ESTRO 2022 - Abstract Book
S1191
Abstract book
ESTRO 2022
1 Universidad de Valparaiso, Oncology, Valparaiso, Chile; 2 Hospital Carlos Van Buren, Oncology department, Valparaiso, Chile; 3 Hospital Clínico Regional de Valdivia, Oncology, Valdivia, Chile; 4 Universidad Diego Portales, Oncology, Santiago, Chile Purpose or Objective Radiotherapy is a therapeutic option in localized prostate cancer and ultra-hypofractionated regimes (SBRT) are a validated alternative in terms of effectiveness and safety.

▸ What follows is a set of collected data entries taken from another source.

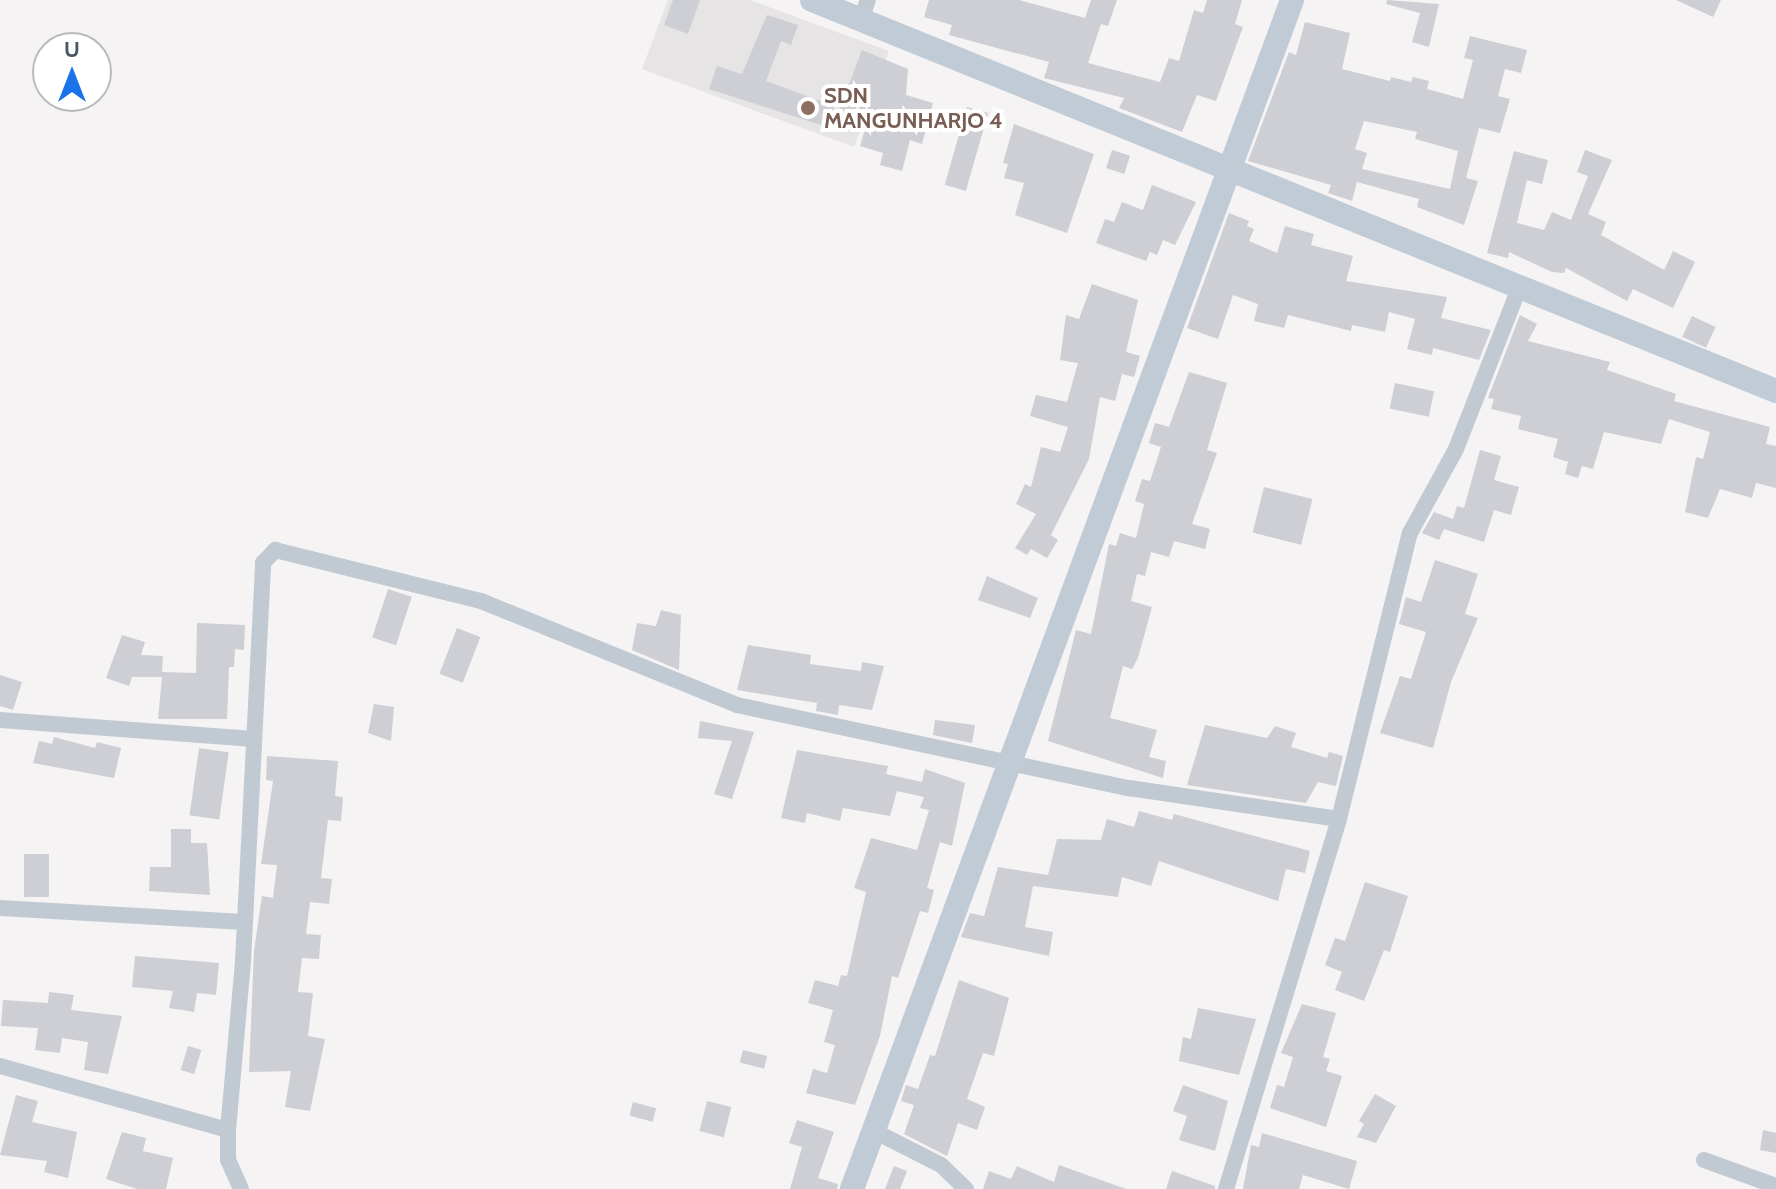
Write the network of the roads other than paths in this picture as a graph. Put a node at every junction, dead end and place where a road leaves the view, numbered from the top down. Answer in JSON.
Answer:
{"nodes":[{"id":1,"x":812,"y":0,"type":"edge"},
{"id":2,"x":1292,"y":0,"type":"edge"},
{"id":3,"x":864,"y":10,"type":"edge"},
{"id":4,"x":1228,"y":171,"type":"junction"},
{"id":5,"x":1519,"y":288,"type":"junction"},
{"id":6,"x":1776,"y":391,"type":"edge"},
{"id":7,"x":0,"y":720,"type":"edge"},
{"id":8,"x":253,"y":739,"type":"junction"},
{"id":9,"x":1012,"y":766,"type":"junction"},
{"id":10,"x":1339,"y":819,"type":"junction"},
{"id":11,"x":0,"y":908,"type":"edge"},
{"id":12,"x":244,"y":922,"type":"junction"},
{"id":13,"x":0,"y":1066,"type":"edge"},
{"id":14,"x":228,"y":1130,"type":"junction"},
{"id":15,"x":876,"y":1132,"type":"junction"},
{"id":16,"x":1704,"y":1160,"type":"dead end"},
{"id":17,"x":1776,"y":1186,"type":"edge"},
{"id":18,"x":241,"y":1189,"type":"edge"},
{"id":19,"x":852,"y":1189,"type":"edge"},
{"id":20,"x":966,"y":1189,"type":"edge"},
{"id":21,"x":1226,"y":1189,"type":"edge"}],
"edges":[{"from":1,"to":3,"type":"street"},
{"from":2,"to":4,"type":"street"},
{"from":3,"to":4,"type":"street"},
{"from":4,"to":5,"type":"street"},
{"from":4,"to":9,"type":"street"},
{"from":5,"to":6,"type":"street"},
{"from":5,"to":10,"type":"street"},
{"from":7,"to":8,"type":"street"},
{"from":8,"to":9,"type":"street"},
{"from":8,"to":12,"type":"street"},
{"from":9,"to":10,"type":"street"},
{"from":9,"to":15,"type":"street"},
{"from":10,"to":21,"type":"street"},
{"from":11,"to":12,"type":"street"},
{"from":12,"to":14,"type":"street"},
{"from":13,"to":14,"type":"street"},
{"from":14,"to":18,"type":"street"},
{"from":15,"to":19,"type":"street"},
{"from":15,"to":20,"type":"street"},
{"from":16,"to":17,"type":"street"}]}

The purpose of this study is to describe the treatment characteristic and acute toxicity in a multicentric prostate cancer patient cohort treated with SBRT Materials and Methods We performed a retrospective analysis of patients treated with SBRT with a curative intention between 2020-2021 at Carlos Van Buren Hospital - Valparaiso and Valdivia Regional Hospital with a flattening filter free volumetric modulated arc therapy. Online correction was performed before each session. Acute toxicity was defined according to RTOG criteria. In both centers, CTV was defined as: 1) Prostate (low risk patients) 2) Prostate + 1 cm Seminal Vesicles (S.V) (intermediate risk) 3) Prostate + 2 cm S.V (high risk) PTV = CTV +0.5 cm (0.3 cm posteriorly). At Van Buren Hospital Prescription consisted of 36.25 Gy in 5 fractions (alternate days) to Prostate PTV and 27.25 Gy in 5 fractions to S.V PTV. Valdivia’s prescription consisted of 36.25 Gy in 5 fractions uniformly to PTV escalating up to 40 Gy with a simultaneous integrated boost technique to prostate in intermediate and high-risk patients. This study was approved by the local ethics committee. Results 146 patients were included. 55 (37.16%) patients had high risk disease. 118 (79.7%) patients had staging procedures. In 87 (58.8%) patients planning was based on MRI / CT fusion. Gold seeds (fiducial markers) were used In 12 patients. Median PSA was 9.66 (IQR 6.26-17.8). 99 (66.9%) of patients had some sort of acute toxicity. 2 patients suffered from acute G3 gastrointestinal toxicity and 2 patients from acute G3 genitourinary toxicity. No G4-G5 events were observed. One patient had to suspend treatment due to urinary obstruction caused by disease progression.